In August of the same year, Pyongyang also announced the creation of "buffer zones" in the border regions, with soldiers under orders to "unconditionally shoot" anyone found within the zones without permission. The directive is understood to still be in force.  

Repression of North Korean citizens 

"The North Korean government used purported COVID-19 measures to further repress and endanger the North Korean people," said Lina Yoon, a senior researcher at HRW.

"The government should redirect its energies to improving access to food, vaccines, and medicine, and respecting freedom of movement and other rights."

Do Kyung-ok, director of the peace research division at the Seoul-based Korea Institute of National Unification, said revisions to the Emergency Communicable Disease Control Act were passed in Pyongyang in October 2021.

It states, for instance, "Citizens and foreigners must not come into contact with filth in the border area," while article 63 of the law says anyone who "comes into contact with unknown objects, such as balloons, that are suspected to have crossed the border" can be fined up to 50,000 North Korean won (€54, $56), he pointed out.

"The addition of border-related regulations in the law shows that the North Korean authorities are very concerned about an influx of coronavirus through the border," Do told DW. "But I am not sure that the provisions sufficiently explain why the North Korean authorities are establishing additional barriers on the border.  
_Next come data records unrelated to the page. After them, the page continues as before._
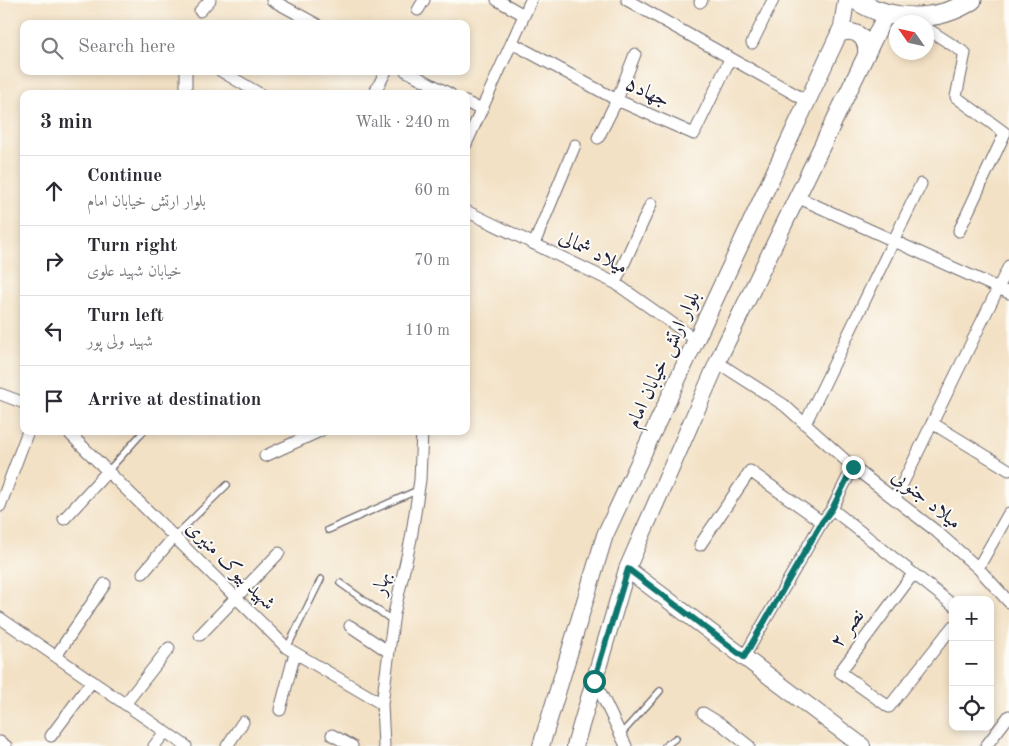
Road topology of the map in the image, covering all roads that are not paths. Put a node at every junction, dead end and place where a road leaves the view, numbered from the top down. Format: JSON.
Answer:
{"nodes":[{"id":1,"x":210,"y":0,"type":"edge"},
{"id":2,"x":272,"y":0,"type":"edge"},
{"id":3,"x":497,"y":0,"type":"edge"},
{"id":4,"x":531,"y":0,"type":"edge"},
{"id":5,"x":627,"y":0,"type":"edge"},
{"id":6,"x":773,"y":0,"type":"edge"},
{"id":7,"x":846,"y":0,"type":"edge"},
{"id":8,"x":856,"y":0,"type":"edge"},
{"id":9,"x":972,"y":0,"type":"edge"},
{"id":10,"x":200,"y":11,"type":"dead end"},
{"id":11,"x":886,"y":14,"type":"junction"},
{"id":12,"x":524,"y":15,"type":"junction"},
{"id":13,"x":892,"y":15,"type":"edge"},
{"id":14,"x":934,"y":15,"type":"edge"},
{"id":15,"x":308,"y":20,"type":"edge"},
{"id":16,"x":934,"y":33,"type":"edge"},
{"id":17,"x":838,"y":35,"type":"junction"},
{"id":18,"x":512,"y":43,"type":"junction"},
{"id":19,"x":752,"y":43,"type":"dead end"},
{"id":20,"x":635,"y":54,"type":"dead end"},
{"id":21,"x":866,"y":54,"type":"junction"},
{"id":22,"x":730,"y":59,"type":"junction"},
{"id":23,"x":186,"y":75,"type":"edge"},
{"id":24,"x":228,"y":75,"type":"edge"},
{"id":25,"x":384,"y":75,"type":"edge"},
{"id":26,"x":414,"y":75,"type":"edge"},
{"id":27,"x":186,"y":90,"type":"edge"},
{"id":28,"x":253,"y":90,"type":"edge"},
{"id":29,"x":376,"y":90,"type":"edge"},
{"id":30,"x":442,"y":90,"type":"edge"},
{"id":31,"x":617,"y":100,"type":"junction"},
{"id":32,"x":807,"y":101,"type":"junction"},
{"id":33,"x":470,"y":104,"type":"edge"},
{"id":34,"x":482,"y":110,"type":"junction"},
{"id":35,"x":470,"y":136,"type":"edge"},
{"id":36,"x":598,"y":138,"type":"dead end"},
{"id":37,"x":576,"y":145,"type":"dead end"},
{"id":38,"x":920,"y":184,"type":"dead end"},
{"id":39,"x":797,"y":197,"type":"junction"},
{"id":40,"x":651,"y":204,"type":"dead end"},
{"id":41,"x":470,"y":213,"type":"edge"},
{"id":42,"x":959,"y":231,"type":"dead end"},
{"id":43,"x":892,"y":240,"type":"junction"},
{"id":44,"x":534,"y":244,"type":"junction"},
{"id":45,"x":1009,"y":266,"type":"edge"},
{"id":46,"x":615,"y":283,"type":"junction"},
{"id":47,"x":1004,"y":291,"type":"edge"},
{"id":48,"x":696,"y":340,"type":"junction"},
{"id":49,"x":717,"y":362,"type":"junction"},
{"id":50,"x":0,"y":394,"type":"edge"},
{"id":51,"x":20,"y":402,"type":"edge"},
{"id":52,"x":932,"y":423,"type":"junction"},
{"id":53,"x":805,"y":424,"type":"junction"},
{"id":54,"x":27,"y":435,"type":"edge"},
{"id":55,"x":72,"y":435,"type":"edge"},
{"id":56,"x":140,"y":435,"type":"edge"},
{"id":57,"x":311,"y":435,"type":"edge"},
{"id":58,"x":422,"y":435,"type":"edge"},
{"id":59,"x":265,"y":456,"type":"dead end"},
{"id":60,"x":853,"y":467,"type":"junction"},
{"id":61,"x":1009,"y":470,"type":"edge"},
{"id":62,"x":108,"y":471,"type":"junction"},
{"id":63,"x":227,"y":485,"type":"dead end"},
{"id":64,"x":418,"y":490,"type":"junction"},
{"id":65,"x":895,"y":499,"type":"junction"},
{"id":66,"x":0,"y":506,"type":"edge"},
{"id":67,"x":832,"y":509,"type":"junction"},
{"id":68,"x":1009,"y":513,"type":"edge"},
{"id":69,"x":64,"y":519,"type":"dead end"},
{"id":70,"x":822,"y":522,"type":"junction"},
{"id":71,"x":328,"y":530,"type":"dead end"},
{"id":72,"x":174,"y":537,"type":"junction"},
{"id":73,"x":700,"y":545,"type":"dead end"},
{"id":74,"x":279,"y":554,"type":"dead end"},
{"id":75,"x":978,"y":568,"type":"junction"},
{"id":76,"x":628,"y":569,"type":"junction"},
{"id":77,"x":143,"y":574,"type":"dead end"},
{"id":78,"x":913,"y":574,"type":"junction"},
{"id":79,"x":321,"y":579,"type":"dead end"},
{"id":80,"x":340,"y":583,"type":"dead end"},
{"id":81,"x":104,"y":584,"type":"dead end"},
{"id":82,"x":236,"y":598,"type":"junction"},
{"id":83,"x":1009,"y":602,"type":"edge"},
{"id":84,"x":949,"y":603,"type":"edge"},
{"id":85,"x":0,"y":618,"type":"edge"},
{"id":86,"x":394,"y":621,"type":"junction"},
{"id":87,"x":350,"y":626,"type":"dead end"},
{"id":88,"x":949,"y":631,"type":"edge"},
{"id":89,"x":200,"y":634,"type":"dead end"},
{"id":90,"x":170,"y":648,"type":"dead end"},
{"id":91,"x":291,"y":651,"type":"junction"},
{"id":92,"x":389,"y":652,"type":"junction"},
{"id":93,"x":56,"y":656,"type":"junction"},
{"id":94,"x":744,"y":657,"type":"junction"},
{"id":95,"x":92,"y":681,"type":"junction"},
{"id":96,"x":594,"y":681,"type":"junction"},
{"id":97,"x":660,"y":691,"type":"dead end"},
{"id":98,"x":125,"y":704,"type":"junction"},
{"id":99,"x":382,"y":704,"type":"junction"},
{"id":100,"x":280,"y":710,"type":"dead end"},
{"id":101,"x":703,"y":713,"type":"dead end"},
{"id":102,"x":1009,"y":716,"type":"edge"},
{"id":103,"x":243,"y":722,"type":"dead end"},
{"id":104,"x":165,"y":732,"type":"junction"},
{"id":105,"x":621,"y":734,"type":"junction"},
{"id":106,"x":332,"y":735,"type":"dead end"},
{"id":107,"x":51,"y":736,"type":"dead end"},
{"id":108,"x":676,"y":738,"type":"dead end"},
{"id":109,"x":0,"y":742,"type":"edge"},
{"id":110,"x":6,"y":746,"type":"edge"},
{"id":111,"x":154,"y":746,"type":"edge"},
{"id":112,"x":186,"y":746,"type":"edge"},
{"id":113,"x":227,"y":746,"type":"edge"},
{"id":114,"x":352,"y":746,"type":"edge"},
{"id":115,"x":384,"y":746,"type":"edge"},
{"id":116,"x":541,"y":746,"type":"edge"},
{"id":117,"x":575,"y":746,"type":"edge"},
{"id":118,"x":626,"y":746,"type":"edge"},
{"id":119,"x":665,"y":746,"type":"edge"},
{"id":120,"x":749,"y":746,"type":"edge"},
{"id":121,"x":862,"y":746,"type":"edge"},
{"id":122,"x":986,"y":746,"type":"edge"}],
"edges":[{"from":1,"to":10,"type":"street"},
{"from":2,"to":15,"type":"street"},
{"from":3,"to":12,"type":"street"},
{"from":4,"to":12,"type":"street"},
{"from":5,"to":22,"type":"street"},
{"from":6,"to":19,"type":"street"},
{"from":7,"to":17,"type":"main road","name":"بلوار ارتش خیابان امام"},
{"from":8,"to":11,"type":"highway"},
{"from":9,"to":14,"type":"highway"},
{"from":11,"to":13,"type":"highway"},
{"from":11,"to":21,"type":"main road"},
{"from":12,"to":18,"type":"street"},
{"from":16,"to":42,"type":"street"},
{"from":17,"to":21,"type":"main road"},
{"from":17,"to":32,"type":"main road","name":"بلوار ارتش خیابان امام"},
{"from":18,"to":31,"type":"street","name":"جهاد۵"},
{"from":18,"to":34,"type":"street"},
{"from":20,"to":31,"type":"street"},
{"from":21,"to":39,"type":"main road"},
{"from":22,"to":31,"type":"street","name":"جهاد۵"},
{"from":22,"to":32,"type":"street"},
{"from":23,"to":27,"type":"street"},
{"from":24,"to":28,"type":"street"},
{"from":25,"to":29,"type":"street"},
{"from":26,"to":30,"type":"street"},
{"from":31,"to":36,"type":"street"},
{"from":32,"to":48,"type":"main road","name":"بلوار ارتش خیابان امام"},
{"from":33,"to":34,"type":"street"},
{"from":34,"to":35,"type":"street"},
{"from":37,"to":44,"type":"street"},
{"from":38,"to":43,"type":"street"},
{"from":39,"to":43,"type":"street"},
{"from":39,"to":49,"type":"main road"},
{"from":40,"to":46,"type":"street"},
{"from":41,"to":44,"type":"street","name":"میلاد شمالی"},
{"from":43,"to":47,"type":"street"},
{"from":43,"to":53,"type":"street"},
{"from":44,"to":46,"type":"street","name":"میلاد شمالی"},
{"from":45,"to":47,"type":"street"},
{"from":46,"to":48,"type":"street","name":"میلاد شمالی"},
{"from":47,"to":52,"type":"street"},
{"from":48,"to":116,"type":"main road","name":"بلوار ارتش خیابان امام"},
{"from":49,"to":53,"type":"street","name":"میلاد جنوبی"},
{"from":49,"to":76,"type":"main road"},
{"from":50,"to":51,"type":"street"},
{"from":52,"to":61,"type":"street"},
{"from":52,"to":65,"type":"street"},
{"from":53,"to":60,"type":"street","name":"میلاد جنوبی"},
{"from":54,"to":66,"type":"street"},
{"from":55,"to":62,"type":"street","name":"شهید بیوک منیری"},
{"from":56,"to":62,"type":"lane"},
{"from":57,"to":59,"type":"street"},
{"from":58,"to":64,"type":"street","name":"بهار"},
{"from":60,"to":65,"type":"street","name":"میلاد جنوبی"},
{"from":60,"to":67,"type":"street"},
{"from":62,"to":69,"type":"street"},
{"from":62,"to":72,"type":"street","name":"شهید بیوک منیری"},
{"from":63,"to":72,"type":"lane"},
{"from":64,"to":71,"type":"lane"},
{"from":64,"to":86,"type":"street","name":"بهار"},
{"from":65,"to":75,"type":"street","name":"میلاد جنوبی"},
{"from":67,"to":70,"type":"street"},
{"from":67,"to":78,"type":"street"},
{"from":68,"to":75,"type":"street"},
{"from":70,"to":73,"type":"street"},
{"from":70,"to":94,"type":"street"},
{"from":72,"to":77,"type":"street"},
{"from":72,"to":82,"type":"street","name":"شهید بیوک منیری"},
{"from":74,"to":82,"type":"street"},
{"from":75,"to":83,"type":"street","name":"میلاد جنوبی"},
{"from":76,"to":94,"type":"main road"},
{"from":76,"to":96,"type":"main road"},
{"from":78,"to":84,"type":"street"},
{"from":78,"to":88,"type":"street","name":"نصر ۲"},
{"from":79,"to":91,"type":"lane"},
{"from":80,"to":86,"type":"lane"},
{"from":81,"to":93,"type":"street"},
{"from":82,"to":89,"type":"street"},
{"from":82,"to":91,"type":"street","name":"شهید بیوک منیری"},
{"from":85,"to":93,"type":"street"},
{"from":86,"to":92,"type":"street","name":"بهار"},
{"from":87,"to":92,"type":"street"},
{"from":90,"to":98,"type":"street"},
{"from":91,"to":99,"type":"street","name":"شهید بیوک منیری"},
{"from":91,"to":100,"type":"street"},
{"from":92,"to":99,"type":"street","name":"بهار"},
{"from":93,"to":95,"type":"street"},
{"from":94,"to":121,"type":"main road"},
{"from":95,"to":98,"type":"street"},
{"from":95,"to":107,"type":"street"},
{"from":96,"to":105,"type":"street"},
{"from":96,"to":117,"type":"main road"},
{"from":97,"to":105,"type":"lane"},
{"from":98,"to":104,"type":"street"},
{"from":99,"to":115,"type":"street","name":"بهار"},
{"from":101,"to":120,"type":"street"},
{"from":102,"to":122,"type":"street"},
{"from":103,"to":113,"type":"street"},
{"from":104,"to":111,"type":"street"},
{"from":104,"to":112,"type":"street"},
{"from":105,"to":118,"type":"street"},
{"from":106,"to":114,"type":"street"},
{"from":108,"to":119,"type":"lane"},
{"from":109,"to":110,"type":"street"}]}
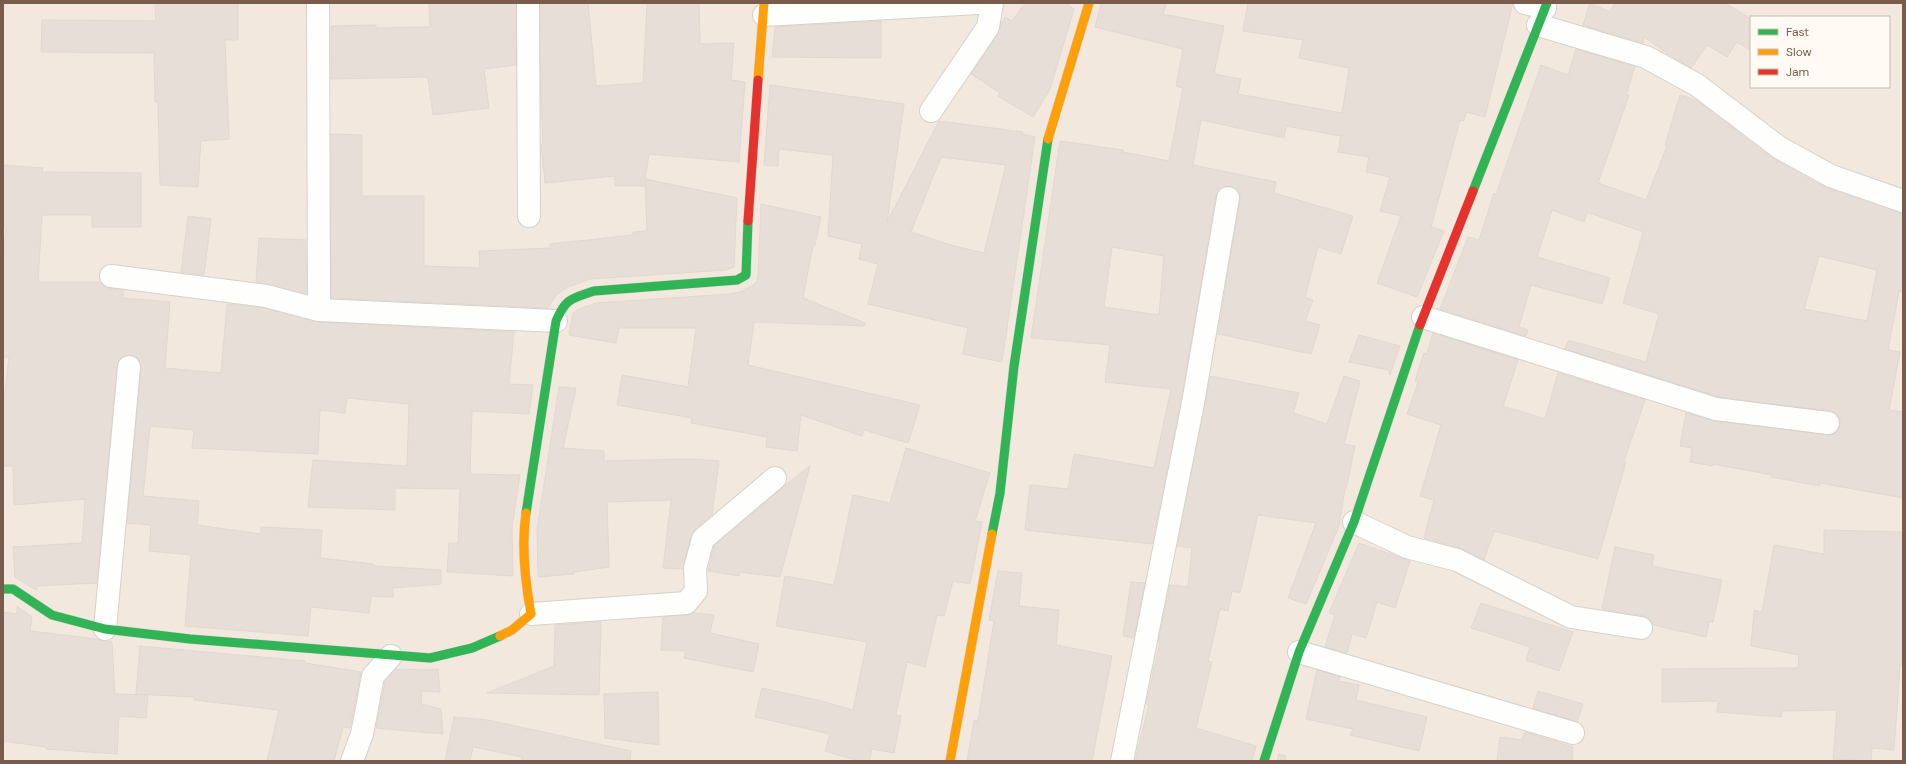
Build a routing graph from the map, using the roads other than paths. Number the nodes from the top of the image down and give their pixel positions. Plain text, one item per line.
1 (318, 3) edge
2 (528, 3) edge
3 (978, 3) edge
4 (992, 3) edge
5 (1089, 3) edge
6 (764, 9) edge
7 (1539, 10) edge
8 (932, 111) dead end
9 (1228, 198) dead end
10 (1903, 201) edge
11 (529, 216) dead end
12 (111, 276) dead end
13 (319, 310) junction
14 (1422, 317) junction
15 (556, 322) junction
16 (129, 367) dead end
17 (1828, 423) dead end
18 (775, 478) dead end
19 (1354, 522) junction
20 (3, 588) edge
21 (531, 614) junction
22 (1642, 628) dead end
23 (105, 629) junction
24 (1299, 652) junction
25 (391, 656) junction
26 (1573, 733) dead end
27 (352, 761) edge
28 (950, 761) edge
29 (1122, 761) edge
30 (1264, 761) edge

1 - 13 street
2 - 11 street
3 - 6 street
4 - 8 street
5 - 28 street
6 - 15 street
7 - 10 street
7 - 14 street
9 - 29 street
12 - 13 street
13 - 15 street
14 - 17 street
14 - 19 street
15 - 21 street
16 - 23 street
18 - 21 street
19 - 22 street
19 - 24 street
20 - 23 street
21 - 25 street
23 - 25 street
24 - 26 street
24 - 30 street
25 - 27 street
"It is reasonable to assume that they have the purpose of both preventing the virus entering the country and also preventing defections," she said.

The barricades have not stopped the virus getting into the North, but they are proving effective in reducing the number of people who defect. In 2019, government figures show that 1,047 defectors safely reached South Korea, but that figure had fallen to 229 in 2020, and to just 63 in 2021.

The number for all of 2022 is expected to hit another record low. Just eight defectors completed the journey in the second quarter and groups that assist defectors estimate that the figure for the full year will be below 50.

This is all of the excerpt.